Dollar index is now in a key support zone after last week’s decline, thanks to rally in EUR/USD. We’re still seeing price actions from 102.99 as a corrective move. Thus, strong support should be seen from 61.8% retracement of 94.65 to 102.99 at 97.83 to bring rebound. Break of 99.97 resistance would indicate completion of the correction and turn near term outlook bullish for retesting 102.99 high.

However, sustained break of the above mentioned 97.83 support would have 55 week EMA (now at 98.24) firmly taken out too. That would seriously raise the chance of medium term reversal. That is, the choppy rise form 88.25 might have finished at 102.99 after failing 103.82 key resistance. In that case, deeper decline could be seen through 94.65 support to reverse the whole up rise from 88.25. We’d likely know which way the DXY takes within June.

Gold correction finished earlier than expected?

Gold rebounded notably last week after dipping to 1693.64. It looks like the correction from 1765.25 might turn out to be shallower than expected, partly due to Dollar’s weakness.
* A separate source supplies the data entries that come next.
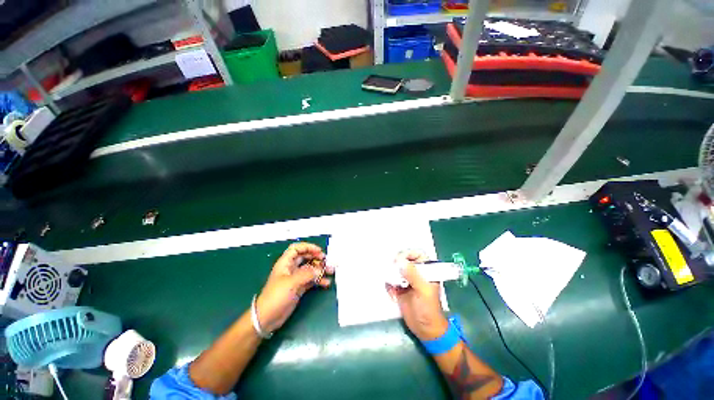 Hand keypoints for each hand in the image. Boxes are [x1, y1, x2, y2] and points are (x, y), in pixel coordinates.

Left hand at [255, 242, 332, 333]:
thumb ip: (307, 274)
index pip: (297, 249)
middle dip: (317, 258)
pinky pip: (311, 280)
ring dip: (320, 269)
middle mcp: (291, 268)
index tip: (319, 251)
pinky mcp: (300, 287)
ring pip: (310, 269)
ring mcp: (296, 278)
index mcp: (285, 263)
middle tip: (326, 261)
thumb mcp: (291, 282)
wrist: (267, 318)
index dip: (308, 247)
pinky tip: (326, 283)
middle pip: (306, 257)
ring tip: (330, 271)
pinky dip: (319, 280)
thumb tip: (319, 270)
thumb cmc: (276, 296)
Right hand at [386, 250, 448, 340]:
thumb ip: (413, 274)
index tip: (399, 259)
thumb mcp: (423, 290)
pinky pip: (390, 280)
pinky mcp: (399, 288)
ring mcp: (407, 280)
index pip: (418, 254)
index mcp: (426, 270)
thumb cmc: (428, 309)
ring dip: (391, 275)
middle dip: (397, 265)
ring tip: (393, 285)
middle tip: (393, 271)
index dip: (408, 253)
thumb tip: (400, 262)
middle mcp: (416, 272)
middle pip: (404, 260)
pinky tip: (393, 294)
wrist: (425, 329)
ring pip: (396, 269)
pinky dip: (389, 285) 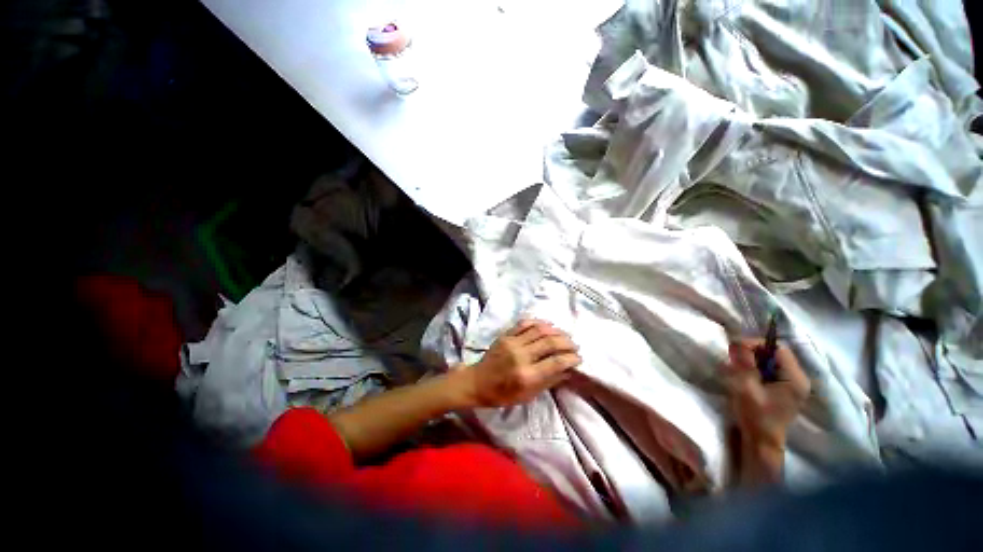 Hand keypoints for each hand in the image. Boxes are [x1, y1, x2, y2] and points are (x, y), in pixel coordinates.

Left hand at [461, 319, 581, 407]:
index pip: (556, 362)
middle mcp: (521, 356)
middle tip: (574, 345)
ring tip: (564, 334)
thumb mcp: (527, 396)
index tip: (578, 358)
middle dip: (567, 342)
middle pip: (550, 343)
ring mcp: (512, 343)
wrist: (477, 382)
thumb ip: (549, 382)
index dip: (571, 358)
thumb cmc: (502, 394)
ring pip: (539, 330)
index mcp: (527, 375)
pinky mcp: (505, 335)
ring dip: (556, 330)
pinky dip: (538, 322)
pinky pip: (525, 324)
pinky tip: (547, 325)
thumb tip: (568, 371)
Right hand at [726, 340, 810, 450]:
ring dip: (753, 361)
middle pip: (775, 354)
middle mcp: (799, 379)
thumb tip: (737, 340)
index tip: (736, 350)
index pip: (778, 349)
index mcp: (795, 378)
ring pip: (771, 362)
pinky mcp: (785, 390)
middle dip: (753, 353)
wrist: (761, 443)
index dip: (756, 345)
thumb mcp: (746, 387)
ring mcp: (793, 385)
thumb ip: (744, 363)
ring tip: (738, 369)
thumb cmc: (756, 416)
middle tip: (734, 360)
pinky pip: (770, 371)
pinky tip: (746, 377)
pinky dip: (756, 369) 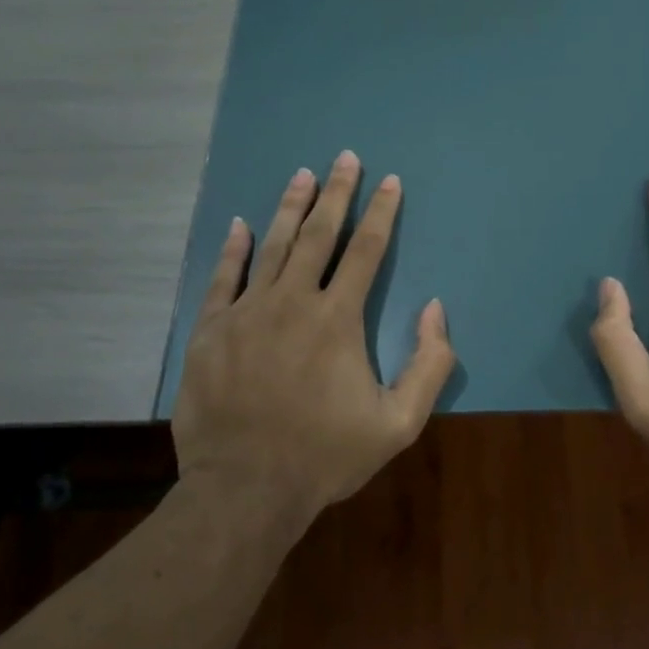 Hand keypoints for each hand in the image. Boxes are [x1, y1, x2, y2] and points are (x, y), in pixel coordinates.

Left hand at [173, 150, 456, 519]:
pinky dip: (234, 249)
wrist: (245, 491)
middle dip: (336, 193)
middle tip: (344, 158)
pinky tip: (240, 225)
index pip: (366, 251)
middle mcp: (292, 302)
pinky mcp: (212, 331)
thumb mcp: (399, 423)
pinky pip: (224, 278)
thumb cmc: (325, 456)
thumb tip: (436, 308)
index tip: (390, 181)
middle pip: (319, 234)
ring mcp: (247, 313)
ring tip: (302, 175)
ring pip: (272, 246)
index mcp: (338, 319)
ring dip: (290, 207)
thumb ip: (429, 364)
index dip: (381, 213)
Nevertheless, even though rebound from 1693.64 might extend higher, we don’t expect a break through 1765.25 high for the near term. On the other hand, break of 1711.01 will turn bias back to the downside. Further break of 1693.64 will resume the correction to our expected target of 38.2% retracement of 1451.16 to 1765.25 at 1679.64.
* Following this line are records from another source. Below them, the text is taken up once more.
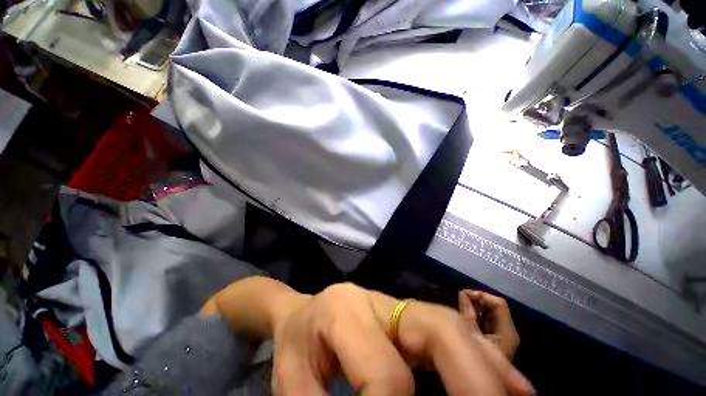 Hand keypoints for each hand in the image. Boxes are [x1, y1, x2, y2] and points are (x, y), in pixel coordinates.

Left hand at [271, 283, 534, 395]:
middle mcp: (377, 300)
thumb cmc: (297, 343)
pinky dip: (482, 354)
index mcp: (345, 311)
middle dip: (474, 381)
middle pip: (435, 330)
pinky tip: (508, 379)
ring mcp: (395, 303)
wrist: (304, 312)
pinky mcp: (406, 313)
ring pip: (449, 325)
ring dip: (488, 365)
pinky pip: (449, 327)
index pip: (386, 372)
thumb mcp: (293, 382)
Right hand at [459, 290, 519, 359]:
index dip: (482, 296)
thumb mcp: (471, 333)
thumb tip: (463, 293)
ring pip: (491, 311)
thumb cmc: (478, 357)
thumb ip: (468, 311)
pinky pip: (488, 318)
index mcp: (507, 331)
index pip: (499, 303)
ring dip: (476, 306)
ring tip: (462, 305)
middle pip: (495, 306)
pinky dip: (478, 313)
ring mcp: (504, 334)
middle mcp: (509, 330)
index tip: (465, 294)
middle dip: (477, 300)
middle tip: (461, 299)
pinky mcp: (497, 336)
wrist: (481, 378)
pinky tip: (467, 314) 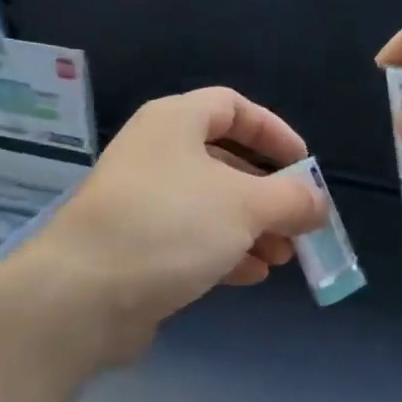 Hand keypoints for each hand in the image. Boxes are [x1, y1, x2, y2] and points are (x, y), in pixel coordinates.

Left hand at [0, 88, 327, 363]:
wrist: (84, 295)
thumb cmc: (170, 227)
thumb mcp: (245, 206)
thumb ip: (291, 199)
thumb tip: (318, 203)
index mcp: (174, 123)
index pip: (232, 107)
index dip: (273, 132)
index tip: (304, 165)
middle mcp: (156, 155)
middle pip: (226, 162)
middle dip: (269, 194)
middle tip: (299, 223)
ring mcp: (143, 203)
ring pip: (212, 206)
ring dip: (253, 229)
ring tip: (284, 257)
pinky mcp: (137, 246)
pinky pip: (192, 239)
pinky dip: (226, 252)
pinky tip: (252, 275) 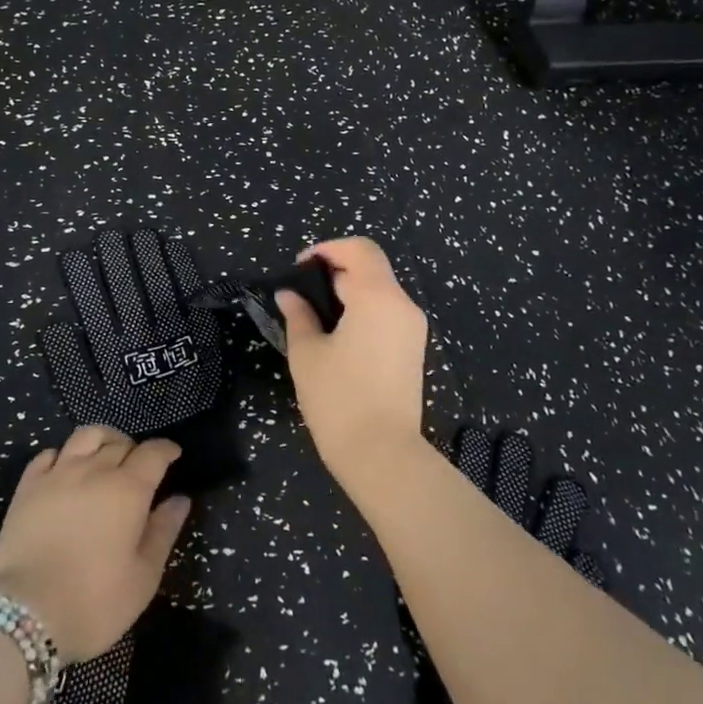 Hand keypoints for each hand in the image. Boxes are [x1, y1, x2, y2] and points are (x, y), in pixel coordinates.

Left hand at [0, 426, 191, 663]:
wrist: (25, 613)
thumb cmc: (94, 602)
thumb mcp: (143, 577)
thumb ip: (163, 531)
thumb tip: (180, 499)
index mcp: (128, 490)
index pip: (153, 453)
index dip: (166, 450)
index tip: (173, 454)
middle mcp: (94, 470)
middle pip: (120, 443)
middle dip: (136, 449)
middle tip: (140, 468)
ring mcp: (58, 474)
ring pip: (85, 436)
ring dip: (103, 440)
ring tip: (107, 454)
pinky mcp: (28, 485)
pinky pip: (49, 453)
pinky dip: (64, 454)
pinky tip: (66, 469)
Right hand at [276, 237, 429, 481]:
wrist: (382, 454)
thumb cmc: (338, 399)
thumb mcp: (307, 353)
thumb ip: (299, 315)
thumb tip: (289, 295)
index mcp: (378, 297)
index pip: (359, 249)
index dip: (327, 248)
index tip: (300, 267)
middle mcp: (403, 305)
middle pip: (371, 267)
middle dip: (335, 269)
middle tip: (302, 292)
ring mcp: (413, 328)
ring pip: (380, 290)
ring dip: (349, 289)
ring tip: (316, 313)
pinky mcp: (413, 349)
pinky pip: (387, 312)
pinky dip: (362, 308)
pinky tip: (338, 332)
No sign of near term reversal until DOW and S&P 500 break near term support

As for the stock markets, DOW is pressing 55 week EMA, which is an ideal place to complete the corrective rebound from 18213.65. But a break of 24294.07 support is needed to indication short term topping first. Otherwise, further rise will remain in favor.
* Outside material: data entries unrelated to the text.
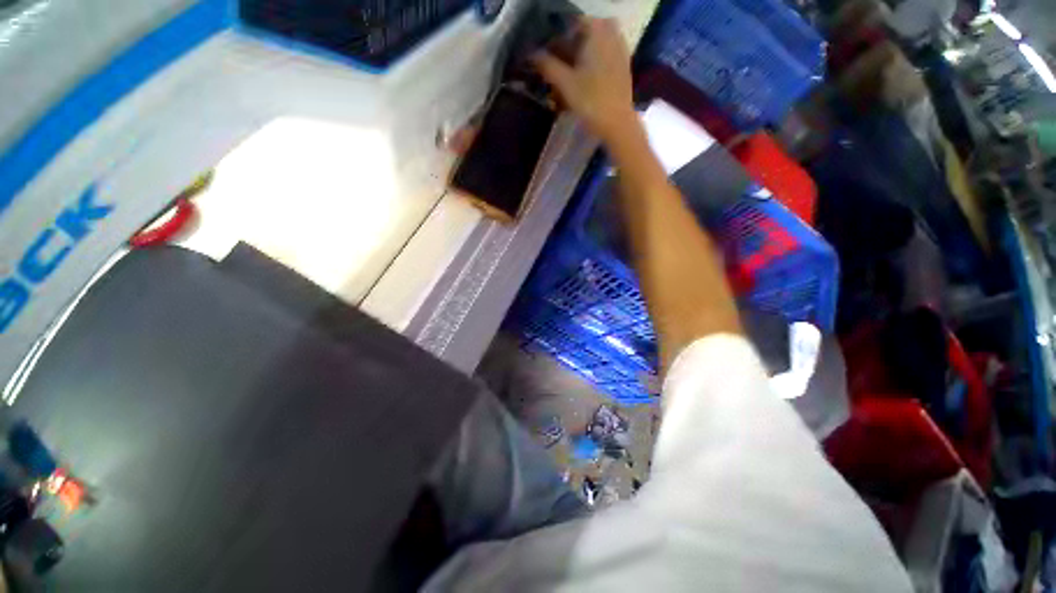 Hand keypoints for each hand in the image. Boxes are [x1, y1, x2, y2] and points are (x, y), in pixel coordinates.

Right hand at [532, 18, 636, 141]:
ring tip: (568, 81)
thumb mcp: (565, 83)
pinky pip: (603, 59)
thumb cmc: (591, 101)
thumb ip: (548, 65)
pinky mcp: (622, 67)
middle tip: (558, 70)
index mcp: (597, 32)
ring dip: (580, 60)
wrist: (617, 124)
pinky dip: (591, 68)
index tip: (548, 58)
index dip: (557, 41)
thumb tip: (533, 55)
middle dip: (569, 51)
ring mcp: (619, 50)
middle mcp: (611, 35)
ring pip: (594, 48)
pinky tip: (583, 86)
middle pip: (584, 36)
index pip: (572, 25)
Similarly S&P 500 has too break 2933.59 support to confirm a top, before calling reverse of the rebound from 2191.86. Otherwise, further rise remain in favor.

No panic in HSI or CNH despite US-China tension

Hong Kong is at the eye of the storm now in US-China tension, as a cause and an effect. HSI’s corrective recovery from 21139.26 should have completed at 24855.47 after rejection by 55 day EMA. Yet, despite last week’s development, there was no selling through the initial low at 22519.73. Firm break of this support is needed to indicate that investors have finally started to panic.

Similarly, USD/CNH breached 7.1953 resistance just very briefly and retreated since then. This resistance is tentatively defended for now. Focus is back on 7.0963 support and break there will indicate near term reversal, to extend the consolidation pattern from 7.1953 with another falling leg. Meanwhile, firm break of 7.1953 will argue that traders have finally started to panic. But before that, it’s just business as usual.

EUR/USD Weekly Outlook

EUR/USD surges to as high as 1.1145 last week as consolidation pattern form 1.0635 extended with another rise. Initial bias stays on the upside this week. But we’d expect upside to be limited by 61.8% retracement of 1.1496 to 1.0635 at 1.1167. On the downside, below 1.1008 resistance turned support will turn intraday bias to the downside for 1.0870 support. However, sustained break of 1.1167 will pave the way to 1.1496 key resistance next.

In the bigger picture, as long as 1.1496 resistance holds, whole down trend from 1.2555 (2018 high) should still be in progress. Next target is 1.0339 (2017 low). However, sustained break of 1.1496 will argue that such down trend has completed. Rise from 1.0635 could then be seen as the third leg of the pattern from 1.0339. In this case, outlook will be turned bullish for retesting 1.2555.

In the long term picture, outlook remains bearish for now. EUR/USD is held below decade long trend line that started from 1.6039 (2008 high). It was also rejected by 38.2% retracement of 1.6039 to 1.0339 at 1.2516 before. On break of 1.0339, next target will be 100% projection of 1.3993 to 1.0339 from 1.2555 at 0.8901.